Hi fd0,

You make some interesting points in these comparisons. I will address a few things you say in the article at the end, here, but first I want to discuss some background related to aut-ct (and yes this is mostly already implicit in your article but for other readers, the following):

I want to expand on something I said when we were discussing this on delving [1]:

There's always in my mind two very distinct threats from Sybilling. The first is that your protocol might subtly (or grossly) depend on non-collusion of participants. For that you want one kind of Sybil resistance.

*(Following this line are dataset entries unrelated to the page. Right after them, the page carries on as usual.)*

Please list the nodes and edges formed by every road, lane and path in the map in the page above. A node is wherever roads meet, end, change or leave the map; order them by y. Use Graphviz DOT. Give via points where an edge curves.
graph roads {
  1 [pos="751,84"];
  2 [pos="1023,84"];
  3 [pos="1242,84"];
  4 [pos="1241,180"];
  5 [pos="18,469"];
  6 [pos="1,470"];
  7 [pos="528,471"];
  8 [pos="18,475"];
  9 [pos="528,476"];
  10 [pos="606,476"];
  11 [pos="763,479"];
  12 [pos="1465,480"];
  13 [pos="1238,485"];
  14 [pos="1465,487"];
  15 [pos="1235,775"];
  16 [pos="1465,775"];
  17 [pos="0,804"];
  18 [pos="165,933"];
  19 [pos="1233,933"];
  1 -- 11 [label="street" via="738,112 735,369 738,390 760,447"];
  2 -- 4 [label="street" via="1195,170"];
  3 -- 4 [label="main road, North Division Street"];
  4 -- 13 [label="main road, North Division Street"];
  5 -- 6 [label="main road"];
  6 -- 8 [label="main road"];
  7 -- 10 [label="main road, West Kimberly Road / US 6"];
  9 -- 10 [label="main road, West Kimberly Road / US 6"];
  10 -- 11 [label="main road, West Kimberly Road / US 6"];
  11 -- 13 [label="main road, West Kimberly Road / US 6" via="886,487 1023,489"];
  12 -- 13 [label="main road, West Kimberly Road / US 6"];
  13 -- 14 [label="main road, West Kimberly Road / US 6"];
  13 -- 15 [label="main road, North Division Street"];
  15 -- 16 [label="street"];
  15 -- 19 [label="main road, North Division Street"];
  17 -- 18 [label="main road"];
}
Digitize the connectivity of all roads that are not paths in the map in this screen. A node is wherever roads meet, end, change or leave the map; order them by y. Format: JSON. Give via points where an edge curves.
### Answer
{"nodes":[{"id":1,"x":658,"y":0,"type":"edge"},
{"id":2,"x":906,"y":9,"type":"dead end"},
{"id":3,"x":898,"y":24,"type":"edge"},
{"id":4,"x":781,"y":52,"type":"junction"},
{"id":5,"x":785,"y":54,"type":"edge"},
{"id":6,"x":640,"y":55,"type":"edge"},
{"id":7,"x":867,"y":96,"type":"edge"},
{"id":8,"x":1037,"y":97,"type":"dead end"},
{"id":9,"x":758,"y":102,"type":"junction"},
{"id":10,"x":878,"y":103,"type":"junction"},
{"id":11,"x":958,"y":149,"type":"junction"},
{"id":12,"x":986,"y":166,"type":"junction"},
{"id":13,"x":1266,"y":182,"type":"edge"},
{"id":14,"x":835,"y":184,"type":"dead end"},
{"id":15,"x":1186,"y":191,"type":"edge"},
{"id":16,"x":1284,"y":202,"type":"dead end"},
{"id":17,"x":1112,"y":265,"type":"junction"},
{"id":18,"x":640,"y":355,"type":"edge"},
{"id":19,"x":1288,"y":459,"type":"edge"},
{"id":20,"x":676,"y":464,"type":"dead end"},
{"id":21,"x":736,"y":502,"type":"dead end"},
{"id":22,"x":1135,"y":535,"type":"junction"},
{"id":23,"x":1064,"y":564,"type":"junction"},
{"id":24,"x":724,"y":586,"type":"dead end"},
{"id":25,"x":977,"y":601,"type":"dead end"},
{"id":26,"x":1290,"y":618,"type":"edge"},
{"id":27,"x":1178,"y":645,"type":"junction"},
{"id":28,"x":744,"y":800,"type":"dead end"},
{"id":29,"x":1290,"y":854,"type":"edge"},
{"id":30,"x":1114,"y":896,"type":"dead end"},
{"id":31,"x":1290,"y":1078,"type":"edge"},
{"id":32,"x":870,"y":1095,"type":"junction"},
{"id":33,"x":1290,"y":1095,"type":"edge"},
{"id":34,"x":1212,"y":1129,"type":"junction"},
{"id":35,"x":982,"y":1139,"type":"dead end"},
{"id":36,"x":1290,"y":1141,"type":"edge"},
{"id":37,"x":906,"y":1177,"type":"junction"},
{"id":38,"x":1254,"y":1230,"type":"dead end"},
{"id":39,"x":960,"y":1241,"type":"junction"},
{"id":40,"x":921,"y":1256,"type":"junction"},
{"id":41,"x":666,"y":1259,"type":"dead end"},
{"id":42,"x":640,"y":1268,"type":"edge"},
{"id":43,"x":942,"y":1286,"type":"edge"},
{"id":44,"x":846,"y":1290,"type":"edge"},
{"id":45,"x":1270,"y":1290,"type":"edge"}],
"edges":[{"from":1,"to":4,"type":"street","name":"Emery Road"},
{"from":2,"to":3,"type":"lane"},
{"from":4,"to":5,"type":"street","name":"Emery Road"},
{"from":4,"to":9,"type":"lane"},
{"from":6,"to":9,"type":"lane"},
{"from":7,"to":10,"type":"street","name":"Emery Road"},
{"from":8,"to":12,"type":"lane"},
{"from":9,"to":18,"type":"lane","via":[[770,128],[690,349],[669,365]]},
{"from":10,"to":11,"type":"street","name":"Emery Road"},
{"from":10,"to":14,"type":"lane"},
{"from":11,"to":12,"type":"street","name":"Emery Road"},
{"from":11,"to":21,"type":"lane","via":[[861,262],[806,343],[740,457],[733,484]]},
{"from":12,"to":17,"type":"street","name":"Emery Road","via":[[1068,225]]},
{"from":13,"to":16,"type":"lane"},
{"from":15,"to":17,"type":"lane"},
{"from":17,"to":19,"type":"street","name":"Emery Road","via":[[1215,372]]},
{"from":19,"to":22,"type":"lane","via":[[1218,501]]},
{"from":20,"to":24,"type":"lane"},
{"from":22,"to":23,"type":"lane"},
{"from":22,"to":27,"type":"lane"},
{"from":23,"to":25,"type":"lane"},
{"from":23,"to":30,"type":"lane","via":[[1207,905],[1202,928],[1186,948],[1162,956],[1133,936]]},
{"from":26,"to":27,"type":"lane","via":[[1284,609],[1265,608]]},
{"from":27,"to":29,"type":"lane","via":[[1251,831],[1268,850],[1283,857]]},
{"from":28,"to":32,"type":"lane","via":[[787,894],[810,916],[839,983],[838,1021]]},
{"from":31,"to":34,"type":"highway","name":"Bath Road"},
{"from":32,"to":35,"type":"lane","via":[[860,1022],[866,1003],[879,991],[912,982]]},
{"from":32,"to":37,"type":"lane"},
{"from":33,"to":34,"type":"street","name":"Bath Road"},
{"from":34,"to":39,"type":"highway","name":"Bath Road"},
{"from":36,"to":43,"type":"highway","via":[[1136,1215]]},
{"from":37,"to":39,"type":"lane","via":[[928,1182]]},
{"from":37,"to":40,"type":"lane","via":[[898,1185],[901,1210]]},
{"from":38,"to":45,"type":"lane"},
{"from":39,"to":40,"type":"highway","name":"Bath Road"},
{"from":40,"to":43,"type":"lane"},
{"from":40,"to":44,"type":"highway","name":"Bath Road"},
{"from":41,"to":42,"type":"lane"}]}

The second is the problem of free-entry, which can occur even if non-collusion is not a requirement. If anyone can join a protocol without real limits, then the resource usage implied when the number of protocol users increases by 1000x can screw up resource utilization. (Bitcoin itself deals with this beautifully through implicit PoW dependence of messages to be considered valid.)

My feeling when working on the idea of RIDDLE and then later aut-ct was that I was only really addressing or thinking about the 2nd of those two cases. It's not impossible to use a utxo ownership proof to address the 1st of the two above, but it's clearly much less strong, by default, than one would hope.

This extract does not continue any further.